Task to complete. Go through the entries below and pick out every line with "Zabrana".

Collected data entries
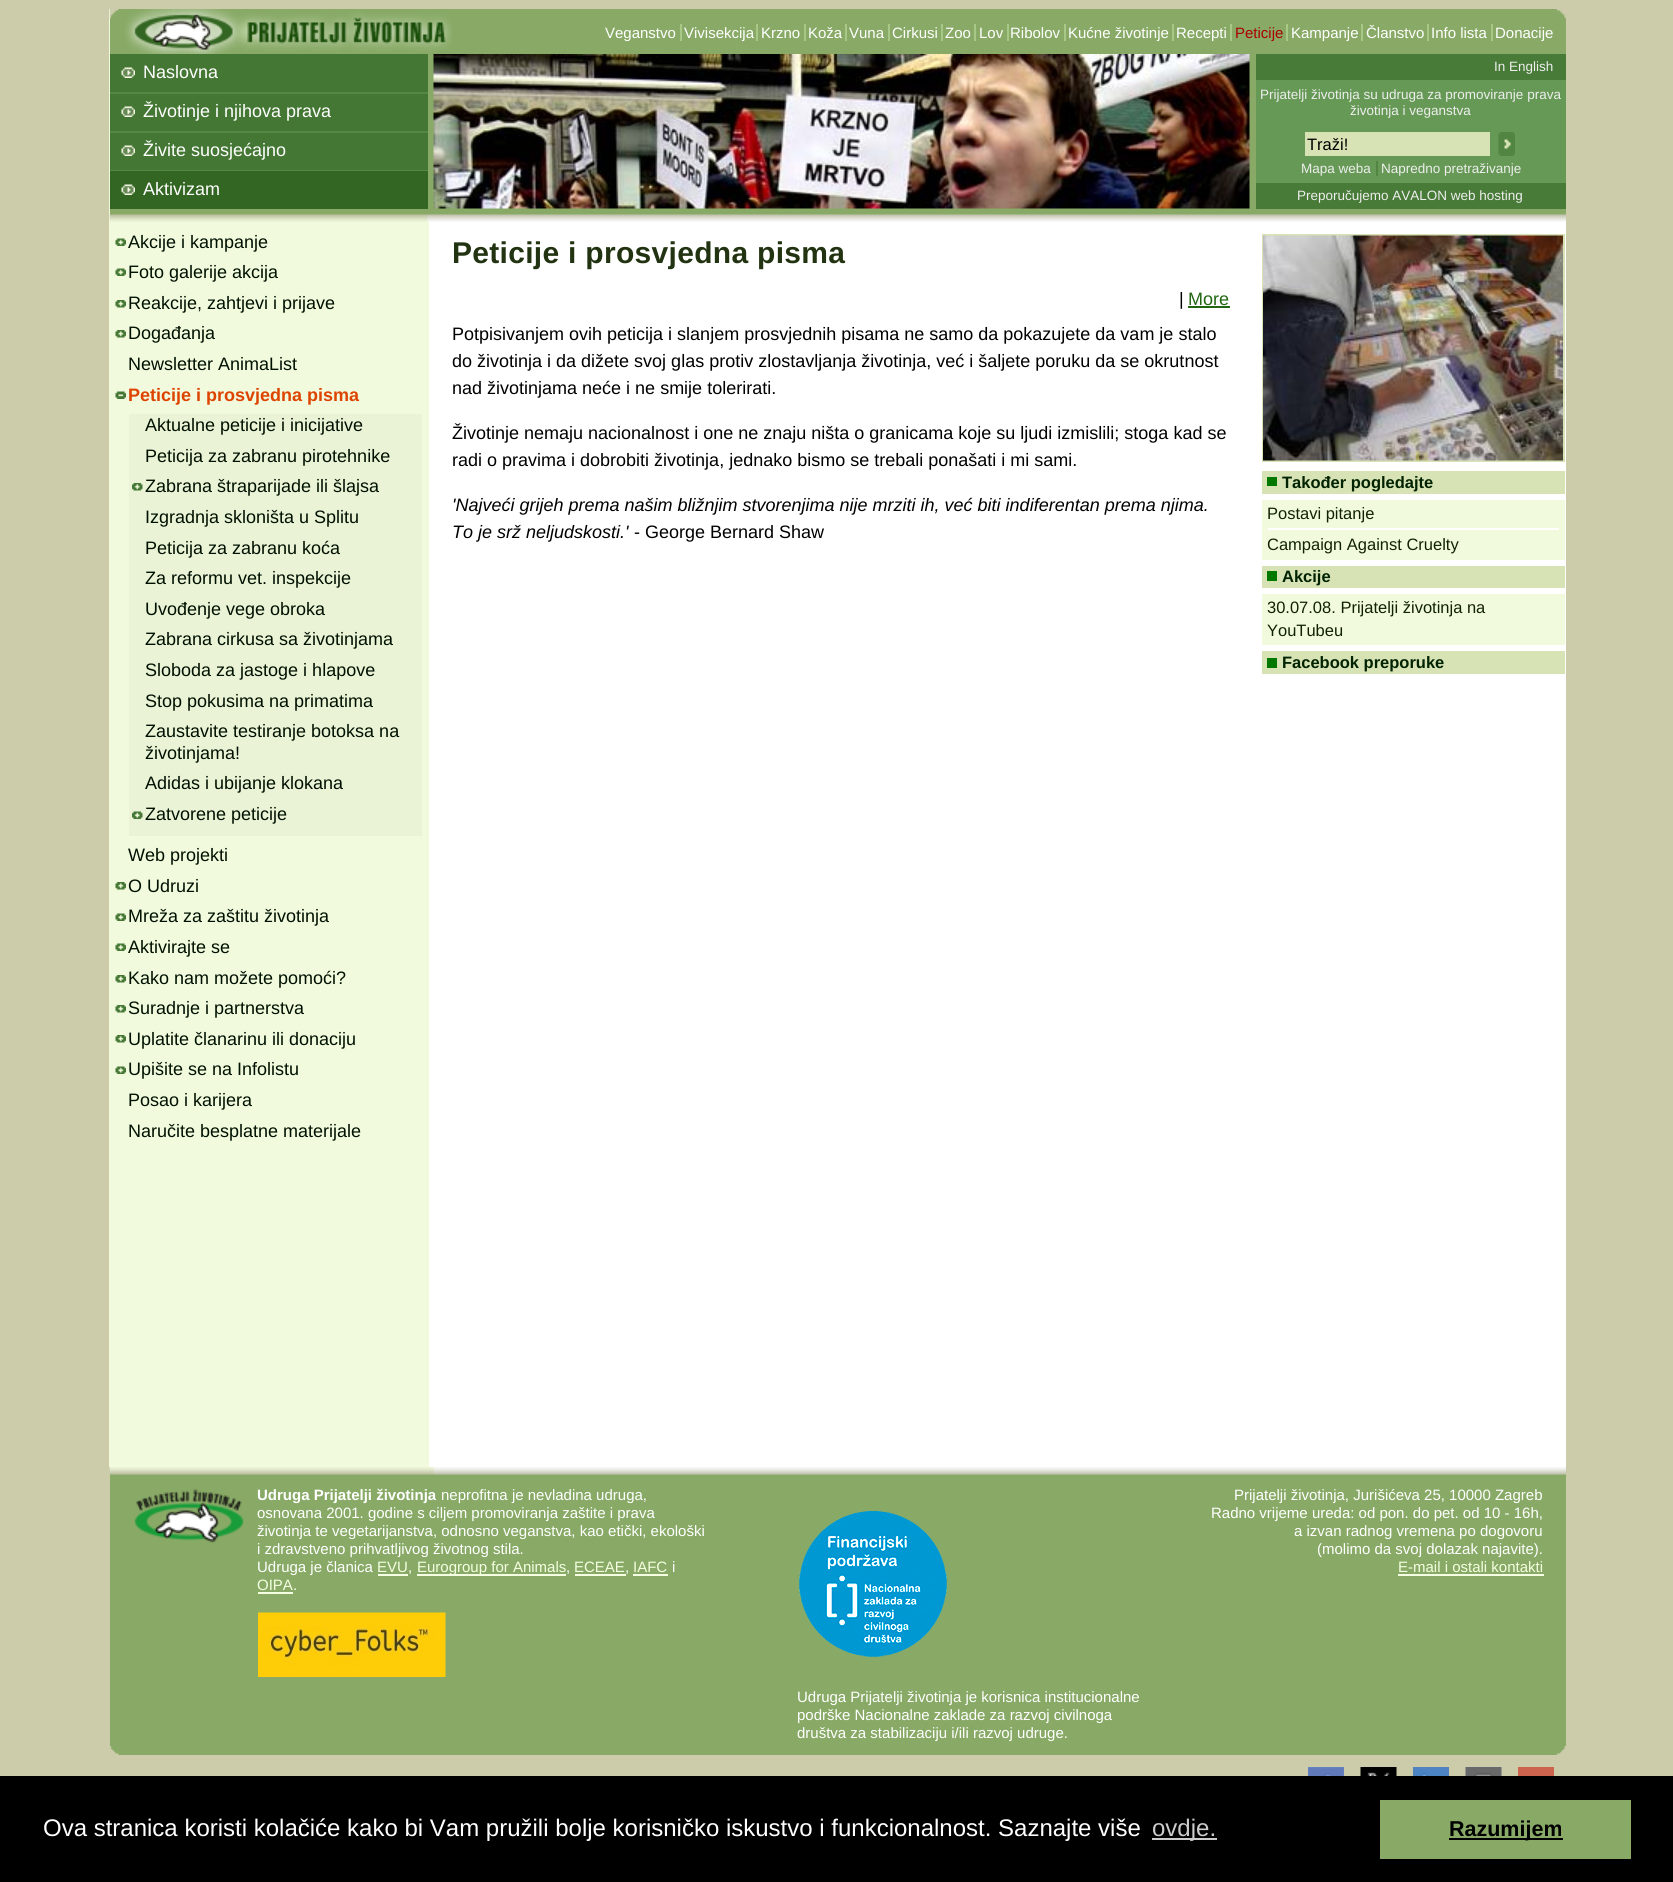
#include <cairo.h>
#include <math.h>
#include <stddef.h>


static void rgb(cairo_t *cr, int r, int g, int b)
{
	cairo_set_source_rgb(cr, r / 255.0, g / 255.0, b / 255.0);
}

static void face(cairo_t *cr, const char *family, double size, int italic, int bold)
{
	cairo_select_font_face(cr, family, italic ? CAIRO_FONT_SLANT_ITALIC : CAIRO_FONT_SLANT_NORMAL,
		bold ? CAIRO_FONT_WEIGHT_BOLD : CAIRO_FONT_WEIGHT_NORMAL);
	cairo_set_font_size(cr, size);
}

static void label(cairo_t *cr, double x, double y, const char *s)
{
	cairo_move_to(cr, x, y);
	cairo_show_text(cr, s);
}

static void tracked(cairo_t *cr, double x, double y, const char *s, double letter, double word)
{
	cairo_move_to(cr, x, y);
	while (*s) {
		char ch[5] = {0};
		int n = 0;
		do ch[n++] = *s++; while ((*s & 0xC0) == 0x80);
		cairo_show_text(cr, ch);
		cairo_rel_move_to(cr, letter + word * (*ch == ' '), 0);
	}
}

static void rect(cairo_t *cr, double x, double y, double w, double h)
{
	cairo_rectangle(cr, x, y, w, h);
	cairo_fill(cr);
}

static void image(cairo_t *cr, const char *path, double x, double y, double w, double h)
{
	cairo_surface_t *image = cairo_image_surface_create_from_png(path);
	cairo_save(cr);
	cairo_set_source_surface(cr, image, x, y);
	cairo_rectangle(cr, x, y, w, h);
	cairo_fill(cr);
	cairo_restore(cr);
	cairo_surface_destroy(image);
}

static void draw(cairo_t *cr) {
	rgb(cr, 204, 204, 170);
	cairo_paint(cr);
	rgb(cr, 255, 255, 255);
	rect(cr, 429, 222, 1137, 1245);
	rgb(cr, 242, 250, 222);
	rect(cr, 109, 9, 320, 1458);
	rgb(cr, 136, 170, 102);
	rect(cr, 110, 9, 1456, 206);
	image(cr, "image0.png", 109, 9, 1457, 213);
	image(cr, "image1.png", 118, 9, 334, 45);
	face(cr, "Liberation Sans", 15, 0, 0);
	rgb(cr, 255, 255, 255);
	label(cr, 605, 38, "Veganstvo");
	label(cr, 684, 38, "Vivisekcija");
	rgb(cr, 168, 200, 136);
	rect(cr, 680, 24, 2, 17);
	rgb(cr, 255, 255, 255);
	label(cr, 761, 38, "Krzno");
	rgb(cr, 168, 200, 136);
	rect(cr, 756, 24, 2, 17);
	rgb(cr, 255, 255, 255);
	label(cr, 808, 38, "Koža");
	rgb(cr, 168, 200, 136);
	rect(cr, 804, 24, 2, 17);
	rgb(cr, 255, 255, 255);
	label(cr, 849, 38, "Vuna");
	rgb(cr, 168, 200, 136);
	rect(cr, 845, 24, 2, 17);
	rgb(cr, 255, 255, 255);
	label(cr, 892, 38, "Cirkusi");
	rgb(cr, 168, 200, 136);
	rect(cr, 888, 24, 2, 17);
	rgb(cr, 255, 255, 255);
	label(cr, 945, 38, "Zoo");
	rgb(cr, 168, 200, 136);
	rect(cr, 941, 24, 2, 17);
	rect(cr, 974, 24, 2, 17);
	rgb(cr, 255, 255, 255);
	label(cr, 979, 38, "Lov");
	label(cr, 1010, 38, "Ribolov");
	rgb(cr, 168, 200, 136);
	rect(cr, 1007, 24, 2, 17);
	rect(cr, 1064, 24, 2, 17);
	rgb(cr, 255, 255, 255);
	label(cr, 1068, 38, "Kućne životinje");
	rgb(cr, 168, 200, 136);
	rect(cr, 1172, 24, 2, 17);
	rgb(cr, 255, 255, 255);
	label(cr, 1176, 38, "Recepti");
	rgb(cr, 168, 200, 136);
	rect(cr, 1230, 24, 2, 17);
	rgb(cr, 170, 0, 0);
	label(cr, 1235, 38, "Peticije");
	rgb(cr, 168, 200, 136);
	rect(cr, 1286, 24, 2, 17);
	rgb(cr, 255, 255, 255);
	label(cr, 1291, 38, "Kampanje");
	label(cr, 1366, 38, "Članstvo");
	rgb(cr, 168, 200, 136);
	rect(cr, 1361, 24, 2, 17);
	rgb(cr, 255, 255, 255);
	label(cr, 1431, 38, "Info lista");
	rgb(cr, 168, 200, 136);
	rect(cr, 1427, 24, 2, 17);
	rect(cr, 1491, 24, 2, 17);
	rgb(cr, 255, 255, 255);
	label(cr, 1495, 38, "Donacije");
	image(cr, "image2.png", 433, 54, 817, 155);
	rgb(cr, 68, 119, 51);
	rect(cr, 110, 54, 318, 116);
	image(cr, "image3.png", 121, 67, 14, 11);
	face(cr, "Liberation Sans", 18, 0, 0);
	rgb(cr, 255, 255, 255);
	label(cr, 143, 78, "Naslovna");
	rgb(cr, 85, 136, 68);
	rect(cr, 110, 92, 318, 2);
	image(cr, "image3.png", 121, 106, 14, 11);
	rgb(cr, 255, 255, 255);
	label(cr, 143, 117, "Životinje i njihova prava");
	rgb(cr, 85, 136, 68);
	rect(cr, 110, 131, 318, 2);
	image(cr, "image3.png", 121, 145, 14, 11);
	rgb(cr, 255, 255, 255);
	label(cr, 143, 156, "Živite suosjećajno");
	rgb(cr, 85, 136, 68);
	rect(cr, 110, 170, 318, 1);
	rgb(cr, 51, 102, 34);
	rect(cr, 110, 171, 318, 38);
	image(cr, "image4.png", 121, 184, 14, 11);
	rgb(cr, 255, 255, 255);
	label(cr, 143, 195, "Aktivizam");
	rgb(cr, 102, 153, 85);
	rect(cr, 1256, 80, 310, 103);
	rgb(cr, 72, 123, 55);
	rect(cr, 1256, 54, 310, 26);
	face(cr, "Liberation Sans", 13.5, 0, 0);
	rgb(cr, 238, 238, 238);
	label(cr, 1494, 71, "In English");
	label(cr, 1260, 99, "Prijatelji životinja su udruga za promoviranje prava");
	label(cr, 1350, 115, "životinja i veganstva");
	rgb(cr, 215, 227, 181);
	rect(cr, 1305, 132, 185, 24);
	face(cr, "Liberation Sans", 16.5, 0, 0);
	rgb(cr, 0, 0, 0);
	label(cr, 1307, 150, "Traži!");
	image(cr, "image5.png", 1498, 132, 17, 24);
	face(cr, "Liberation Sans", 13.5, 0, 0);
	rgb(cr, 238, 238, 238);
	label(cr, 1301, 173, "Mapa weba");
	label(cr, 1381, 173, "Napredno pretraživanje");
	rgb(cr, 82, 133, 65);
	rect(cr, 1376, 161, 2, 15);
	rgb(cr, 72, 123, 55);
	rect(cr, 1256, 183, 310, 26);
	rgb(cr, 238, 238, 238);
	label(cr, 1297, 200, "Preporučujemo AVALON web hosting");
	image(cr, "image6.png", 115, 238, 11, 8);
	face(cr, "Liberation Sans", 18, 0, 0);
	rgb(cr, 0, 17, 0);
	label(cr, 128, 248, "Akcije i kampanje");
	image(cr, "image6.png", 115, 268, 11, 8);
	label(cr, 128, 278, "Foto galerije akcija");
	image(cr, "image7.png", 115, 300, 11, 8);
	label(cr, 128, 309, "Reakcije, zahtjevi i prijave");
	image(cr, "image7.png", 115, 330, 11, 8);
	label(cr, 128, 339, "Događanja");
	label(cr, 128, 370, "Newsletter AnimaList");
	image(cr, "image8.png", 115, 391, 11, 8);
	face(cr, "Liberation Sans", 18, 0, 1);
	rgb(cr, 221, 68, 0);
	label(cr, 128, 401, "Peticije i prosvjedna pisma");
	rgb(cr, 235, 243, 215);
	rect(cr, 129, 414, 293, 422);
	face(cr, "Liberation Sans", 18, 0, 0);
	rgb(cr, 0, 17, 0);
	label(cr, 145, 431, "Aktualne peticije i inicijative");
	label(cr, 145, 462, "Peticija za zabranu pirotehnike");
	image(cr, "image9.png", 132, 483, 11, 8);
	label(cr, 145, 492, "Zabrana štraparijade ili šlajsa");
	label(cr, 145, 523, "Izgradnja skloništa u Splitu");
	label(cr, 145, 554, "Peticija za zabranu koća");
	label(cr, 145, 584, "Za reformu vet. inspekcije");
	label(cr, 145, 615, "Uvođenje vege obroka");
	label(cr, 145, 645, "Zabrana cirkusa sa životinjama");
	label(cr, 145, 676, "Sloboda za jastoge i hlapove");
	label(cr, 145, 707, "Stop pokusima na primatima");
	label(cr, 145, 737, "Zaustavite testiranje botoksa na");
	label(cr, 145, 759, "životinjama!");
	label(cr, 145, 789, "Adidas i ubijanje klokana");
	image(cr, "image10.png", 132, 811, 11, 8);
	label(cr, 145, 820, "Zatvorene peticije");
	label(cr, 128, 861, "Web projekti");
	image(cr, "image7.png", 115, 882, 11, 8);
	label(cr, 128, 892, "O Udruzi");
	image(cr, "image6.png", 115, 913, 11, 8);
	label(cr, 128, 922, "Mreža za zaštitu životinja");
	image(cr, "image6.png", 115, 943, 11, 8);
	label(cr, 128, 953, "Aktivirajte se");
	image(cr, "image7.png", 115, 975, 11, 8);
	label(cr, 128, 984, "Kako nam možete pomoći?");
	image(cr, "image7.png", 115, 1005, 11, 8);
	label(cr, 128, 1014, "Suradnje i partnerstva");
	image(cr, "image7.png", 115, 1035, 11, 8);
	label(cr, 128, 1045, "Uplatite članarinu ili donaciju");
	image(cr, "image6.png", 115, 1066, 11, 8);
	label(cr, 128, 1075, "Upišite se na Infolistu");
	label(cr, 128, 1106, "Posao i karijera");
	label(cr, 128, 1137, "Naručite besplatne materijale");
	face(cr, "Liberation Sans", 30, 0, 1);
	rgb(cr, 34, 51, 17);
	tracked(cr, 452, 263, "Peticije i prosvjedna pisma", 0.3, 0);
	face(cr, "Liberation Sans", 18, 0, 0);
	rgb(cr, 0, 0, 0);
	label(cr, 1179, 305, "|");
	rgb(cr, 34, 102, 17);
	label(cr, 1188, 305, "More");
	rect(cr, 1188, 306, 42, 2);
	rgb(cr, 0, 0, 0);
	label(cr, 452, 340, "Potpisivanjem ovih peticija i slanjem prosvjednih pisama ne samo da pokazujete da vam je stalo");
	label(cr, 452, 367, "do životinja i da dižete svoj glas protiv zlostavljanja životinja, već i šaljete poruku da se okrutnost");
	label(cr, 452, 394, "nad životinjama neće i ne smije tolerirati.");
	label(cr, 452, 439, "Životinje nemaju nacionalnost i one ne znaju ništa o granicama koje su ljudi izmislili; stoga kad se");
	label(cr, 452, 466, "radi o pravima i dobrobiti životinja, jednako bismo se trebali ponašati i mi sami.");
	face(cr, "Liberation Sans", 18, 1, 0);
	label(cr, 452, 511, "'Najveći grijeh prema našim bližnjim stvorenjima nije mrziti ih, već biti indiferentan prema njima.");
	label(cr, 452, 538, "To je srž neljudskosti.'");
	face(cr, "Liberation Sans", 18, 0, 0);
	label(cr, 634, 538, "- George Bernard Shaw");
	cairo_rectangle(cr, 1263, 235, 301, 226);
	rgb(cr, 215, 227, 181);
	cairo_stroke(cr);
	image(cr, "image11.png", 1263, 235, 300, 226);
	rect(cr, 1262, 471, 303, 23);
	rgb(cr, 0, 120, 0);
	rect(cr, 1267, 477, 10, 9);
	face(cr, "Liberation Sans", 16.5, 0, 1);
	rgb(cr, 0, 34, 0);
	label(cr, 1282, 488, "Također pogledajte");
	rgb(cr, 242, 250, 222);
	rect(cr, 1262, 500, 303, 60);
	face(cr, "Liberation Sans", 16.5, 0, 0);
	rgb(cr, 17, 34, 0);
	label(cr, 1267, 519, "Postavi pitanje");
	rgb(cr, 255, 255, 255);
	rect(cr, 1268, 528, 291, 2);
	rgb(cr, 17, 34, 0);
	label(cr, 1267, 550, "Campaign Against Cruelty");
	rgb(cr, 215, 227, 181);
	rect(cr, 1262, 566, 303, 22);
	rgb(cr, 0, 120, 0);
	rect(cr, 1267, 571, 10, 10);
	face(cr, "Liberation Sans", 16.5, 0, 1);
	rgb(cr, 0, 34, 0);
	label(cr, 1282, 582, "Akcije");
	rgb(cr, 242, 250, 222);
	rect(cr, 1262, 594, 303, 51);
	face(cr, "Liberation Sans", 16.5, 0, 0);
	rgb(cr, 17, 34, 0);
	label(cr, 1267, 613, "30.07.08. Prijatelji životinja na");
	label(cr, 1267, 636, "YouTubeu");
	rgb(cr, 215, 227, 181);
	rect(cr, 1262, 651, 303, 23);
	rgb(cr, 0, 120, 0);
	rect(cr, 1267, 658, 10, 10);
	face(cr, "Liberation Sans", 16.5, 0, 1);
	rgb(cr, 0, 34, 0);
	label(cr, 1282, 668, "Facebook preporuke");
	rgb(cr, 136, 170, 102);
	rect(cr, 110, 1474, 1456, 281);
	image(cr, "image12.png", 110, 1746, 1456, 9);
	image(cr, "image13.png", 109, 1467, 1457, 8);
	image(cr, "image14.png", 134, 1489, 110, 54);
	face(cr, "Liberation Sans", 15, 0, 1);
	rgb(cr, 255, 255, 255);
	label(cr, 257, 1500, "Udruga Prijatelji životinja");
	face(cr, "Liberation Sans", 15, 0, 0);
	label(cr, 441, 1500, "neprofitna je nevladina udruga,");
	label(cr, 257, 1518, "osnovana 2001. godine s ciljem promoviranja zaštite i prava");
	label(cr, 257, 1536, "životinja te vegetarijanstva, odnosno veganstva, kao etički, ekološki");
	label(cr, 257, 1554, "i zdravstveno prihvatljivog životnog stila.");
	label(cr, 257, 1572, "Udruga je članica");
	rgb(cr, 245, 255, 225);
	label(cr, 377, 1572, "EVU");
	rect(cr, 378, 1574, 30, 2);
	rgb(cr, 255, 255, 255);
	label(cr, 408, 1572, ",");
	rgb(cr, 245, 255, 225);
	rect(cr, 417, 1574, 149, 2);
	label(cr, 417, 1572, "Eurogroup for Animals");
	rgb(cr, 255, 255, 255);
	label(cr, 566, 1572, ",");
	rgb(cr, 245, 255, 225);
	label(cr, 574, 1572, "ECEAE");
	rect(cr, 575, 1574, 51, 2);
	rgb(cr, 255, 255, 255);
	label(cr, 625, 1572, ",");
	rgb(cr, 245, 255, 225);
	label(cr, 633, 1572, "IAFC");
	rect(cr, 633, 1574, 35, 2);
	rgb(cr, 255, 255, 255);
	label(cr, 672, 1572, "i");
	rgb(cr, 245, 255, 225);
	label(cr, 257, 1590, "OIPA");
	rect(cr, 258, 1592, 35, 2);
	rgb(cr, 255, 255, 255);
	label(cr, 293, 1590, ".");
	image(cr, "image15.png", 258, 1612, 188, 65);
	label(cr, 1234, 1500, "Prijatelji životinja, Jurišićeva 25, 10000 Zagreb");
	label(cr, 1211, 1518, "Radno vrijeme ureda: od pon. do pet. od 10 - 16h,");
	label(cr, 1294, 1536, "a izvan radnog vremena po dogovoru");
	label(cr, 1317, 1554, "(molimo da svoj dolazak najavite).");
	rgb(cr, 245, 255, 225);
	label(cr, 1398, 1572, "E-mail i ostali kontakti");
	rect(cr, 1398, 1574, 146, 2);
	image(cr, "image16.png", 799, 1511, 148, 146);
	rgb(cr, 255, 255, 255);
	label(cr, 797, 1702, "Udruga Prijatelji životinja je korisnica institucionalne");
	label(cr, 797, 1720, "podrške Nacionalne zaklade za razvoj civilnoga");
	label(cr, 797, 1738, "društva za stabilizaciju i/ili razvoj udruge.");
	image(cr, "image17.png", 1308, 1767, 36, 9);
	image(cr, "image18.png", 1360, 1767, 37, 9);
	image(cr, "image19.png", 1413, 1767, 36, 9);
	image(cr, "image20.png", 1465, 1767, 37, 9);
	image(cr, "image21.png", 1518, 1767, 36, 9);
	rgb(cr, 0, 0, 0);
	rect(cr, 0, 1776, 1673, 106);
	face(cr, "Liberation Sans", 24, 0, 0);
	rgb(cr, 255, 255, 255);
	label(cr, 43, 1836, "Ova stranica koristi kolačiće kako bi Vam pružili bolje korisničko iskustvo i funkcionalnost. Saznajte više");
	rgb(cr, 204, 204, 204);
	rect(cr, 1152, 1838, 65, 2);
	label(cr, 1152, 1836, "ovdje.");
	rgb(cr, 136, 170, 102);
	rect(cr, 1380, 1800, 251, 59);
	rgb(cr, 0, 0, 0);
	rect(cr, 1449, 1838, 114, 2);
	face(cr, "Liberation Sans", 21.5, 0, 1);
	label(cr, 1449, 1836, "Razumijem");
}

int main(void) {
	cairo_surface_t *surface = cairo_image_surface_create(CAIRO_FORMAT_RGB24, 1673, 1882);
	cairo_t *cr = cairo_create(surface);
	cairo_font_options_t *options = cairo_font_options_create();
	cairo_font_options_set_hint_metrics(options, CAIRO_HINT_METRICS_OFF);
	cairo_font_options_set_hint_style(options, CAIRO_HINT_STYLE_NONE);
	cairo_set_font_options(cr, options);
	cairo_set_miter_limit(cr, 4);
	draw(cr);
	cairo_surface_write_to_png(surface, "render.png");
	cairo_font_options_destroy(options);
	cairo_destroy(cr);
	cairo_surface_destroy(surface);
	return 0;
}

Output for this exercise.
	label(cr, 145, 492, "Zabrana štraparijade ili šlajsa");
	label(cr, 145, 645, "Zabrana cirkusa sa životinjama");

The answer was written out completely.